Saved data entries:
------------------------------------

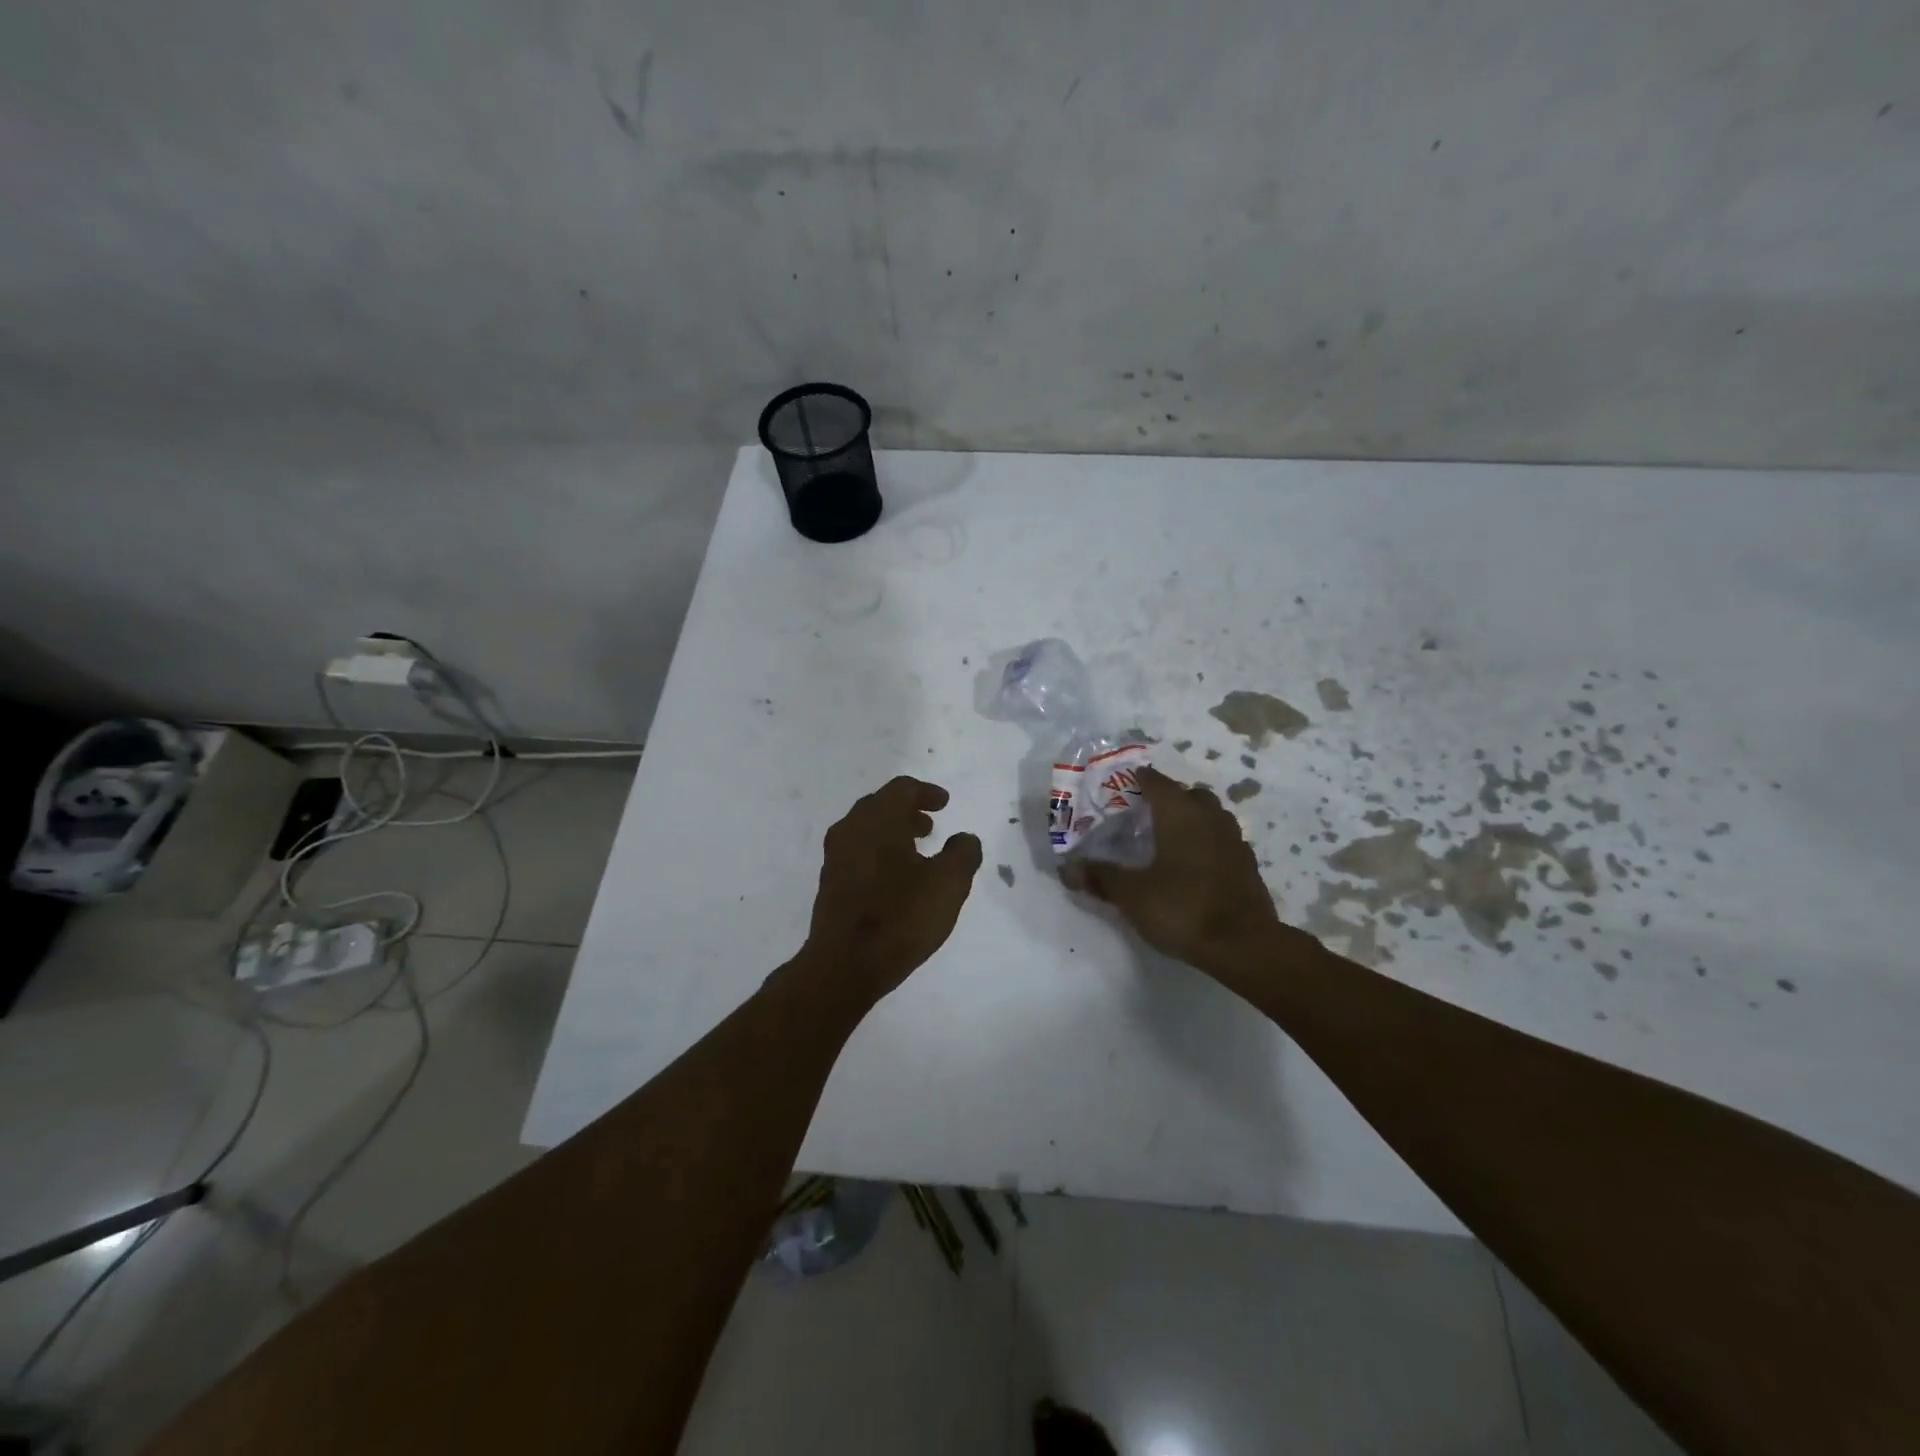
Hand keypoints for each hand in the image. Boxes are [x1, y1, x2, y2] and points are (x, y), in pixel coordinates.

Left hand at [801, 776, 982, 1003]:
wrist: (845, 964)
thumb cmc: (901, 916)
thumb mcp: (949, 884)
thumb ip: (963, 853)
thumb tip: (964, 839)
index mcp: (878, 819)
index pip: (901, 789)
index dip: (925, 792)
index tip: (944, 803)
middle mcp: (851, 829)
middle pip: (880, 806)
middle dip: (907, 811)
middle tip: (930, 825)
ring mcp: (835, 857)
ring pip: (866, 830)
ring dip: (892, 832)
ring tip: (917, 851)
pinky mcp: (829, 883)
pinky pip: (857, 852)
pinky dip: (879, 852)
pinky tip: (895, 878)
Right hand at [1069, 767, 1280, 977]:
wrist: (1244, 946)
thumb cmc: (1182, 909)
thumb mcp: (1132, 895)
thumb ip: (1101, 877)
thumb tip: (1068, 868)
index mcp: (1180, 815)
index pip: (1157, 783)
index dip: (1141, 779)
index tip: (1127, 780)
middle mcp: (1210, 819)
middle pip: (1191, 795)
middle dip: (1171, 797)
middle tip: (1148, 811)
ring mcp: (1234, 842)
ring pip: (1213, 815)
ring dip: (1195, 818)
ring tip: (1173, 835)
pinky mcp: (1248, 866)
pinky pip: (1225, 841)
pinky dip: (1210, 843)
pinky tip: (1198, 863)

------------------------------------

How to complete this task
Type out each line of the records above exactly, skipping any pictures.

Response for this exercise
Hand keypoints for each hand in the image. Boxes are [x1, y1, x2, y2] and points are (x, y), in pixel coordinates.

Left hand at [801, 776, 982, 1003]:
wrist: (845, 964)
thumb cmc: (901, 916)
thumb mcp: (949, 884)
thumb ip: (963, 853)
thumb tip: (964, 839)
index mcp: (878, 819)
index pip: (901, 789)
index dip: (925, 792)
index tip: (944, 803)
middle mcp: (851, 829)
middle pip: (880, 806)
middle dip: (907, 811)
middle tip: (930, 825)
ring mcp: (835, 857)
ring pip: (866, 830)
ring dip: (892, 832)
ring tip: (917, 851)
pinky mcp: (829, 883)
pinky pip: (857, 852)
pinky dip: (879, 852)
pinky tip: (895, 878)
Right hand at [1069, 767, 1280, 977]:
wrist: (1244, 946)
thumb cmc: (1182, 909)
thumb mcp: (1132, 895)
thumb ip: (1101, 877)
thumb tip: (1068, 868)
index mcp: (1180, 815)
index pip: (1157, 783)
index dip: (1141, 779)
index tip: (1127, 780)
middle mcp: (1210, 819)
middle pip: (1191, 795)
middle dip: (1171, 797)
middle tip: (1148, 811)
ring mcp: (1234, 842)
ring pip: (1213, 815)
ring dip: (1195, 818)
ring tip: (1173, 835)
pinky mcp: (1248, 866)
pinky pip: (1225, 841)
pinky dip: (1210, 843)
pinky tip: (1198, 863)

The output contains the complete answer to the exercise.